L’INTERVIEW: “J’espère que l’Europe réagira face à Apple”

Vincent Van Quickenborne, le ministre Open VLD de l’Economie, a réagi au quart de tour à l’intention d’Apple de refuser d’héberger sur son AppStore – son magasin virtuel – toutes les applications dans lesquelles il est possible d’acheter et de consommer directement du contenu, comme un journal par exemple, si l’on n’utilise pas exclusivement son système de paiement iTunes. Un système qui lui permet de prélever 30 % de commission, soit bien plus que les autres modes de paiement indépendants (Pay Pal, Ogone) et qui met en péril les modèles mis en place par les éditeurs de contenu. Le ministre a demandé à ses services une enquête visant à déterminer si Apple n’abuse pas de sa position dominante. Entretien

Pourquoi avoir réagi si rapidement ?
Je pense que les inquiétudes qui ont été formulées par les éditeurs sont légitimes. Le message d’Apple consistant à dire qu’il faut désormais passer uniquement pas iTunes pour vendre des journaux et magazines sur iPad et donc lui verser une commission de 30 % me semble excessif. Bien entendu, il faut avant tout vérifier si c’est bien là le projet d’Apple. Tout cela n’est pas encore très clair.

Comment allez-vous procéder ?
J’ai demandé aux services de la concurrence du SPF Economie de mener une enquête informelle. Ce type d’enquête permet de faire une première analyse et de vérifier si cela vaut véritablement la peine d’aller plus loin. Cette phase va durer 2 à 3 mois maximum. Le calendrier dépendra de la volonté de coopération des parties. Je ne pense pas qu’on aura des difficultés à interroger les éditeurs… Ce sera peut-être plus compliqué pour Apple qui est basé à Cupertino, en Californie. Si les éléments sont suffisants, on pourra passer à la phase de l’enquête formelle qui dure six mois à un an. Ensuite, après le rapport de l’auditorat, le Conseil de la concurrence pourra statuer.

Tout cela prendra combien de temps au total ?
Je dirais un an et demi, deux ans. Mais je n’exclus pas que nos services contactent la Commission afin d’ouvrir une enquête au niveau européen. Ce serait mieux ainsi car le problème est identique partout ailleurs.
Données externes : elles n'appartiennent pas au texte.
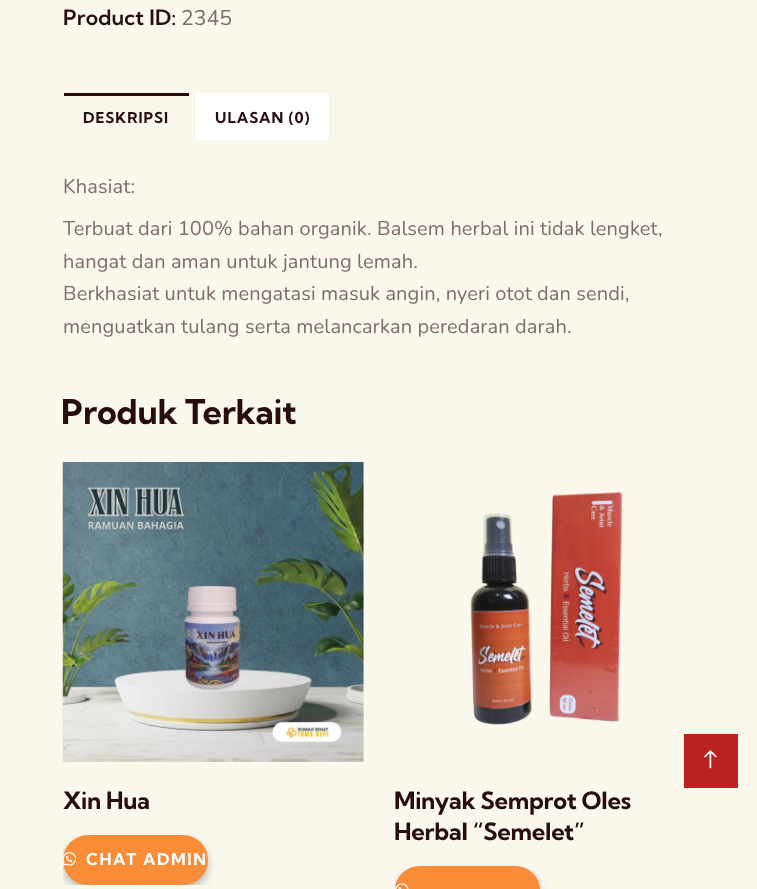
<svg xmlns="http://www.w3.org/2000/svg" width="757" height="889">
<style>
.a{font:600 21.25px Kumbh Sans;letter-spacing:0.12px;fill:#270d0d}
.b{font:21.25px Nunito;fill:#7d6d6d}
.c{font:bold 15px Kumbh Sans;letter-spacing:1px;fill:#270d0d}
.d{font:20px Nunito;letter-spacing:0.12px;fill:#7d6d6d}
.e{font:bold 34px Kumbh Sans;letter-spacing:-0.25px;fill:#270d0d}
.f{font:bold 23.75px Kumbh Sans;letter-spacing:-0.25px;fill:#270d0d}
.g{font:bold 16.25px Kumbh Sans;letter-spacing:1.6px;fill:#fff}
</style>
<defs>
<clipPath id="clip1"><path d="M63 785h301v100H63z"/></clipPath>
<clipPath id="clip2"><path d="M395 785h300v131H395z"/></clipPath>
</defs>
<rect width="100%" height="100%" fill="#faf7ed"/>
<path fill="#270d0d" d="M64 93h125v3H64z"/>
<path fill="#fff" d="M196 93h133v47H196z"/>
<image href="1.png" x="62" y="462" width="302" height="300"/>
<g clip-path="url(#clip1)">
<rect fill="#00000040" filter="blur(4.5px)" x="63" y="840" width="145" height="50" rx="25"/>
</g>
<rect fill="#f88c37" x="63" y="835" width="145" height="50" rx="25"/>
<image href="2.png" x="63" y="852" width="13" height="14"/>
<image href="3.png" x="470" y="491" width="153" height="234"/>
<g clip-path="url(#clip2)">
<rect fill="#00000040" filter="blur(4.5px)" x="395" y="871" width="145" height="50" rx="25"/>
</g>
<rect fill="#f88c37" x="395" y="866" width="145" height="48" rx="25"/>
<image href="4.png" x="395" y="883" width="14" height="6"/>
<path fill="#bc2122" d="M684 734h54v54H684z"/>
<image href="5.png" x="704" y="750" width="13" height="19"/>
<text class="a" x="63" y="25">Product ID:</text>
<text class="b" x="181" y="25">2345</text>
<text class="c" x="83" y="123">DESKRIPSI</text>
<text class="c" x="215" y="123">ULASAN (0)</text>
<text class="d" x="63" y="193">Khasiat:</text>
<text class="d" x="63" y="235">Terbuat dari 100% bahan organik. Balsem herbal ini tidak lengket,</text>
<text class="d" x="63" y="268">hangat dan aman untuk jantung lemah.</text>
<text class="d" x="63" y="300">Berkhasiat untuk mengatasi masuk angin, nyeri otot dan sendi,</text>
<text class="d" x="63" y="333">menguatkan tulang serta melancarkan peredaran darah.</text>
<text class="e" x="61" y="424">Produk Terkait</text>
<text class="f" x="63" y="809">Xin Hua</text>
<text class="g" x="86" y="865">CHAT ADMIN</text>
<text class="f" x="394" y="809">Minyak Semprot Oles</text>
<text class="f" x="394" y="840">Herbal “Semelet”</text>
</svg>
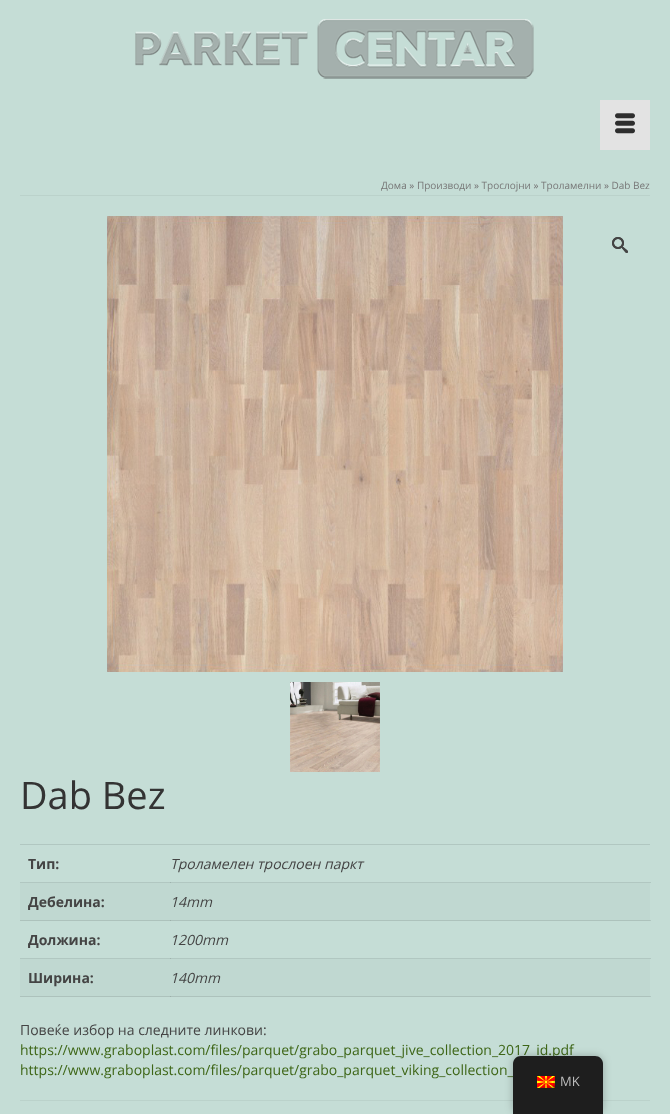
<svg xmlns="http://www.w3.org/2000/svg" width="670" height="1114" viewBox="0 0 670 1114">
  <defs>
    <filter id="blur1" x="-50%" y="-200%" width="200%" height="500%"><feGaussianBlur stdDeviation="4"/></filter>
  </defs>
  <rect width="100%" height="100%" fill="#c5ddd6"/>
  <rect x="20" y="882" width="631" height="1" fill="#b1c7c1"/>
  <rect x="650" y="920" width="1" height="1" fill="#b1c7c1"/>
  <rect x="20" y="958" width="631" height="1" fill="#b1c7c1"/>
  <rect x="650" y="996" width="1" height="1" fill="#b1c7c1"/>
  <image x="135" y="19" width="399" height="60" href="img1.png"/>
  <rect x="600" y="100" width="50" height="50" fill="#e3e3e3"/>
  <image x="615" y="113" width="20" height="21" href="img2.png"/>
  <rect x="20" y="195" width="630" height="1" fill="#bbd2cb"/>
  <text x="381" y="189" font-family="Open Sans" font-size="10" fill="#777777">Дома » Производи » Трослојни » Троламелни » Dab Bez</text>
  <image x="107" y="216" width="456" height="456" href="img3.png"/>
  <image x="612" y="237" width="16" height="16" href="img4.png"/>
  <image x="612" y="237" width="16" height="16" href="img5.png"/>
  <image x="290" y="682" width="90" height="90" href="img6.png"/>
  <text x="20" y="809" font-family="Open Sans" font-size="38" fill="#333333">Dab Bez</text>
  <rect x="20" y="844" width="630" height="1" fill="#b1c7c1"/>
  <text x="28" y="869" font-family="Open Sans" font-size="14" font-weight="bold" fill="#444444">Тип:</text>
  <rect x="170" y="882" width="1" height="1" fill="#9fb3ae"/>
  <text x="170" y="869" font-family="Open Sans" font-size="14" font-style="italic" fill="#444444">Троламелен трослоен паркт</text>
  <rect x="20" y="883" width="630" height="37" fill="#c0d8d1"/>
  <rect x="20" y="920" width="630" height="1" fill="#adc2bc"/>
  <text x="28" y="907" font-family="Open Sans" font-size="14" font-weight="bold" fill="#444444">Дебелина:</text>
  <rect x="170" y="920" width="1" height="1" fill="#9cafa9"/>
  <text x="170" y="907" font-family="Open Sans" font-size="14" font-style="italic" fill="#444444">14mm</text>
  <text x="28" y="945" font-family="Open Sans" font-size="14" font-weight="bold" fill="#444444">Должина:</text>
  <rect x="170" y="958" width="1" height="1" fill="#9fb3ae"/>
  <text x="170" y="945" font-family="Open Sans" font-size="14" font-style="italic" fill="#444444">1200mm</text>
  <rect x="20" y="959" width="630" height="37" fill="#c0d8d1"/>
  <rect x="20" y="996" width="630" height="1" fill="#adc2bc"/>
  <text x="28" y="983" font-family="Open Sans" font-size="14" font-weight="bold" fill="#444444">Ширина:</text>
  <rect x="170" y="996" width="1" height="1" fill="#9cafa9"/>
  <text x="170" y="983" font-family="Open Sans" font-size="14" font-style="italic" fill="#444444">140mm</text>
  <text x="20" y="1035" font-family="Open Sans" font-size="14" fill="#444444">Повеќе избор на следните линкови:</text>
  <text x="20" y="1055" font-family="Open Sans" font-size="14" fill="#3e6617">https://www.graboplast.com/files/parquet/grabo_parquet_jive_collection_2017_id.pdf</text>
  <text x="20" y="1075" font-family="Open Sans" font-size="14" fill="#3e6617">https://www.graboplast.com/files/parquet/grabo_parquet_viking_collection_</text>
  <rect x="20" y="1100" width="630" height="1" fill="#bbd2cb"/>
  <rect x="513" y="1056" width="90" height="58" rx="8" fill="#000000" fill-opacity="0.25" filter="url(#blur1)"/>
  <path d="M521 1056H595C599.5 1056 603 1059.5 603 1064V1114H513V1064C513 1059.5 516.5 1056 521 1056Z" fill="#1e1e1e"/>
  <image x="537" y="1076" width="18" height="12" href="img7.png"/>
  <text x="560" y="1086" font-family="Open Sans" font-size="13" fill="#bdbdbd">MK</text>
</svg>
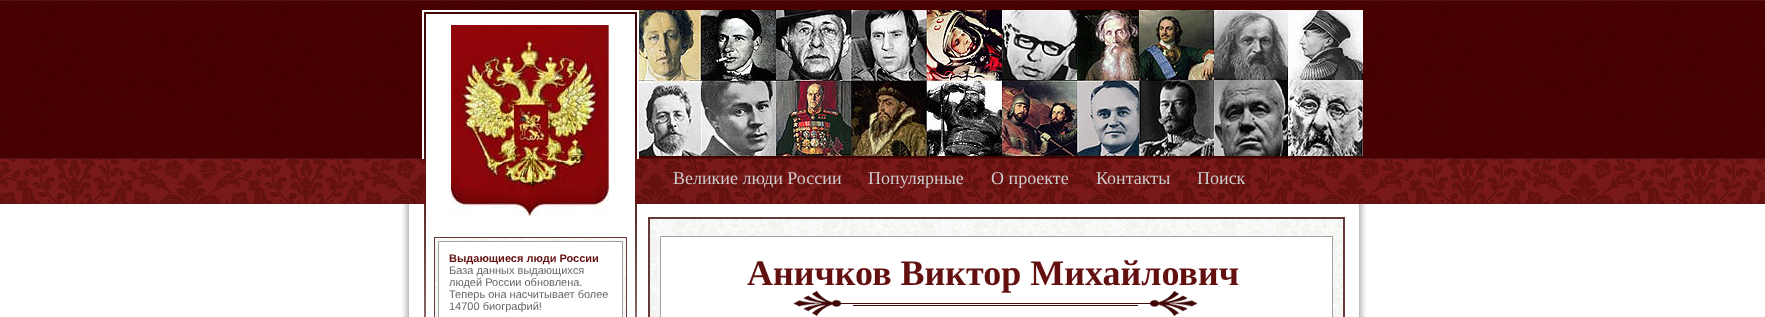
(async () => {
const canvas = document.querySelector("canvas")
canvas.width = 1765
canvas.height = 317
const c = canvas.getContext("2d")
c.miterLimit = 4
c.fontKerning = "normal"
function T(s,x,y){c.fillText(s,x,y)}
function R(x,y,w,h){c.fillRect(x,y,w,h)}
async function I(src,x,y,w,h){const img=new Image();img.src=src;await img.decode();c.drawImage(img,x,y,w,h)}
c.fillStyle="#fff"
R(0,0,1765,317)
await I("1.png",0,0,393,204)
await I("2.png",1373,0,392,204)
await I("3.png",402,204,964,113)
await I("4.png",393,0,980,204)
await I("5.png",422,10,217,207)
await I("6.png",451,25,158,191)
await I("7.png",639,10,62,71)
await I("8.png",701,10,75,71)
await I("9.png",776,10,75,71)
await I("10.png",851,10,75,71)
await I("11.png",926,10,76,71)
await I("12.png",1002,10,75,71)
await I("13.png",1077,10,62,71)
await I("14.png",1139,10,75,71)
await I("15.png",1214,10,74,71)
await I("16.png",1288,10,75,71)
await I("17.png",639,81,62,75)
await I("18.png",701,81,75,75)
await I("19.png",776,81,75,75)
await I("20.png",851,81,75,75)
await I("21.png",926,81,76,75)
await I("22.png",1002,81,75,75)
await I("23.png",1077,81,62,75)
await I("24.png",1139,81,75,75)
await I("25.png",1214,81,74,75)
await I("26.png",1288,81,75,75)
c.font="18px Liberation Serif"
c.fillStyle="#ccc"
T("Великие люди России",673,184)
T("Популярные",868,184)
T("О проекте",991,184)
T("Контакты",1096,184)
T("Поиск",1197,184)
await I("27.png",424,217,213,100)
await I("28.png",435,238,191,79)
c.strokeStyle="#663939"
c.strokeRect(434.5,237.5,192,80)
c.fillStyle="#fff"
c.beginPath()
c.rect(438.5,241.5,184,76)
c.fill()
c.strokeStyle="#a2a2a2"
c.stroke()
c.font="bold 11px Liberation Sans"
c.fillStyle="#631110"
T("Выдающиеся люди России",449,262)
c.font="11px Liberation Sans"
c.fillStyle="#666"
T("База данных выдающихся",449,274)
T("людей России обновлена.",449,286)
T("Теперь она насчитывает более",449,298)
T("14700 биографий!",449,310)
await I("29.png",650,219,693,98)
c.strokeStyle="#663939"
c.lineWidth=2
c.strokeRect(649,218,695,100)
c.fillStyle="#fff"
c.beginPath()
c.rect(660.5,236.5,672,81)
c.fill()
c.strokeStyle="#a2a2a2"
c.lineWidth=1
c.stroke()
await I("30.png",793,291,405,25)
c.font="bold 36px Liberation Serif"
c.fillStyle="#631110"
T("Аничков Виктор Михайлович",747,285)
})()
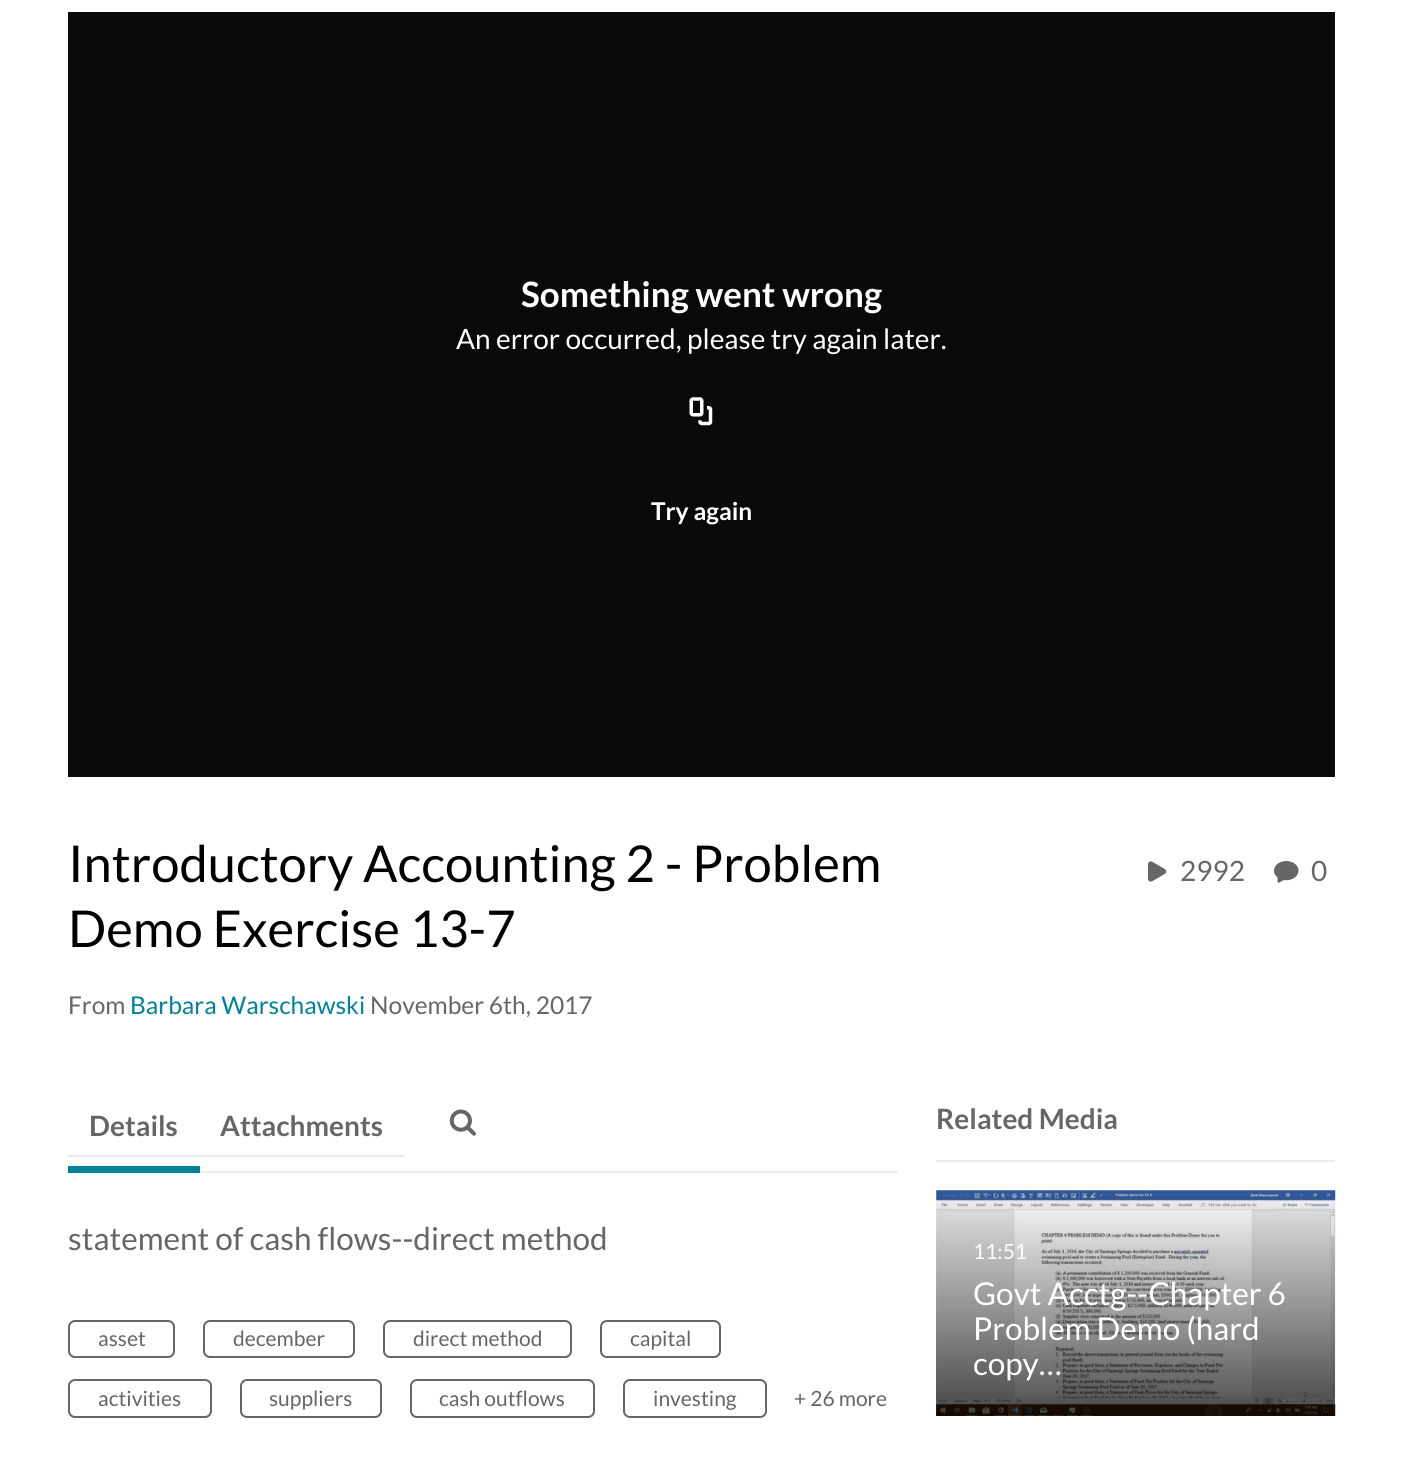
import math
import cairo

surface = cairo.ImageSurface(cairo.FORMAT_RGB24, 1403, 1471)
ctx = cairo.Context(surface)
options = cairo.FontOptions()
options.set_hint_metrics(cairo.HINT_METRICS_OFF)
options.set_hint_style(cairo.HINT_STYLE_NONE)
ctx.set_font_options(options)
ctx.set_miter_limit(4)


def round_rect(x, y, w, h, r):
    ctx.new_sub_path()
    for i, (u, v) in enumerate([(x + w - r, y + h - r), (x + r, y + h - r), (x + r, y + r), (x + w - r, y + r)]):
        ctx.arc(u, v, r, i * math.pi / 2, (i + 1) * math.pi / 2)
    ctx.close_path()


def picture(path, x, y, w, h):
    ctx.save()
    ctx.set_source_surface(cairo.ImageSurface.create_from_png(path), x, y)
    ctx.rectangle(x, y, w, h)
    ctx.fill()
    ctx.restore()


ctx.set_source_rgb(1, 1, 1)
ctx.paint()
ctx.set_source_rgb(0.039, 0.039, 0.039)
ctx.rectangle(68, 12, 1267, 765)
ctx.fill()
ctx.select_font_face("Lato", cairo.FONT_SLANT_NORMAL, cairo.FONT_WEIGHT_BOLD)
ctx.set_font_size(35)
ctx.set_source_rgb(1, 1, 1)
ctx.move_to(521, 307)
ctx.show_text("Something went wrong")
ctx.select_font_face("Lato")
ctx.set_font_size(28)
ctx.move_to(456, 349)
ctx.show_text("An error occurred, please try again later.")
picture("img1.png", 689, 397, 24, 29)
ctx.select_font_face("Lato", cairo.FONT_SLANT_NORMAL, cairo.FONT_WEIGHT_BOLD)
ctx.set_font_size(24.5)
ctx.move_to(651, 520)
ctx.show_text("Try again")
ctx.select_font_face("Lato")
ctx.set_font_size(50.75)
ctx.set_source_rgb(0, 0, 0)
ctx.move_to(68, 882)
ctx.show_text("Introductory Accounting 2 - Problem")
ctx.move_to(68, 947)
ctx.show_text("Demo Exercise 13-7")
ctx.set_font_size(24.5)
ctx.set_source_rgb(0.4, 0.4, 0.4)
ctx.move_to(68, 1014)
ctx.show_text("From")
ctx.set_source_rgb(0, 0.51, 0.592)
ctx.move_to(130, 1014)
ctx.show_text("Barbara Warschawski")
ctx.set_source_rgb(0.4, 0.4, 0.4)
ctx.move_to(370, 1014)
ctx.show_text("November 6th, 2017")
picture("img2.png", 1148, 861, 19, 21)
ctx.set_font_size(28)
ctx.move_to(1180, 881)
ctx.show_text("2992")
picture("img3.png", 1274, 861, 25, 22)
ctx.move_to(1311, 881)
ctx.show_text("0")
ctx.set_source_rgb(0.922, 0.922, 0.922)
ctx.rectangle(200, 1171, 698, 2)
ctx.fill()
ctx.rectangle(68, 1155, 336, 2)
ctx.fill()
ctx.set_source_rgb(0, 0.51, 0.592)
ctx.rectangle(68, 1166, 132, 7)
ctx.fill()
ctx.select_font_face("Lato", cairo.FONT_SLANT_NORMAL, cairo.FONT_WEIGHT_BOLD)
ctx.set_source_rgb(0.4, 0.4, 0.4)
ctx.move_to(89, 1136)
ctx.show_text("Details")
ctx.move_to(220, 1136)
ctx.show_text("Attachments")
picture("img4.png", 449, 1109, 27, 27)
ctx.select_font_face("Lato")
ctx.set_font_size(31.5)
ctx.move_to(68, 1250)
ctx.show_text("statement of cash flows--direct method")
round_rect(69, 1321, 105, 36, 6)
ctx.stroke()
ctx.set_font_size(21)
ctx.move_to(98, 1346)
ctx.show_text("asset")
round_rect(204, 1321, 150, 36, 6)
ctx.stroke()
ctx.move_to(233, 1346)
ctx.show_text("december")
round_rect(384, 1321, 187, 36, 6)
ctx.stroke()
ctx.move_to(413, 1346)
ctx.show_text("direct method")
round_rect(601, 1321, 119, 36, 6)
ctx.stroke()
ctx.move_to(630, 1346)
ctx.show_text("capital")
round_rect(69, 1380, 142, 37, 6)
ctx.stroke()
ctx.move_to(98, 1406)
ctx.show_text("activities")
round_rect(241, 1380, 140, 37, 6)
ctx.stroke()
ctx.move_to(269, 1406)
ctx.show_text("suppliers")
round_rect(411, 1380, 183, 37, 6)
ctx.stroke()
ctx.move_to(439, 1406)
ctx.show_text("cash outflows")
round_rect(624, 1380, 142, 37, 6)
ctx.stroke()
ctx.move_to(653, 1406)
ctx.show_text("investing")
ctx.move_to(794, 1406)
ctx.show_text("+ 26 more")
ctx.set_source_rgb(0.922, 0.922, 0.922)
ctx.rectangle(936, 1160, 399, 2)
ctx.fill()
ctx.select_font_face("Lato", cairo.FONT_SLANT_NORMAL, cairo.FONT_WEIGHT_BOLD)
ctx.set_font_size(28)
ctx.set_source_rgb(0.4, 0.4, 0.4)
ctx.move_to(936, 1129)
ctx.show_text("Related Media")
picture("img5.png", 936, 1190, 400, 226)
gradient = cairo.LinearGradient(1136, 1190, 1136, 1416)
gradient.add_color_stop_rgba(0, 0, 0, 0, 0)
gradient.add_color_stop_rgba(1, 0, 0, 0, 0.7)
ctx.set_source(gradient)
ctx.rectangle(936, 1197, 399, 219)
ctx.fill()
ctx.select_font_face("Lato")
ctx.set_font_size(21)
ctx.set_source_rgb(1, 1, 1)
ctx.move_to(973, 1259)
ctx.show_text("11:51")
ctx.set_font_size(31.5)
ctx.move_to(973, 1305)
ctx.show_text("Govt Acctg--Chapter 6")
ctx.move_to(973, 1340)
ctx.show_text("Problem Demo (hard")
ctx.move_to(973, 1375)
ctx.show_text("copy…")
surface.write_to_png("page.png")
Mon homologue du gouvernement hollandais a déjà été interpellé sur la question au Parlement [NDLR: les éditeurs français ont également saisi les autorités de la concurrence en France]. La Belgique est le premier pays à demander ce genre d’enquête mais j’espère que, vu l’importance du développement d’un modèle de presse écrite dans le monde digital, la Commission se saisira de ce dossier. C’est vraiment un dossier crucial pour moi. Je suis très attaché au caractère neutre et ouvert d’internet. Lier des appareils à des systèmes fermés me pose problème.

Vous êtes pourtant un grand fan des produits d’Apple, que ce soit de l’iPhone ou l’iPad ?
Ce n’est pas parce que j’utilise les produits d’une entreprise – ce qui est un choix personnel – que je ferme les yeux en tant que ministre sur ce qui se passe. Je défends avant tout les intérêts des consommateurs. Je ne suis pas contre Apple mais je dois veiller à la mise en place d’une vraie concurrence. Les modèles fermés peuvent être dangereux.

En tant qu’utilisateur d’iPad, cela vous dérange-t-il de verser 30 % d’un abonnement à Apple?
Si c’est vraiment ce qu’il demande alors oui, 30 %, cela me semble exagéré.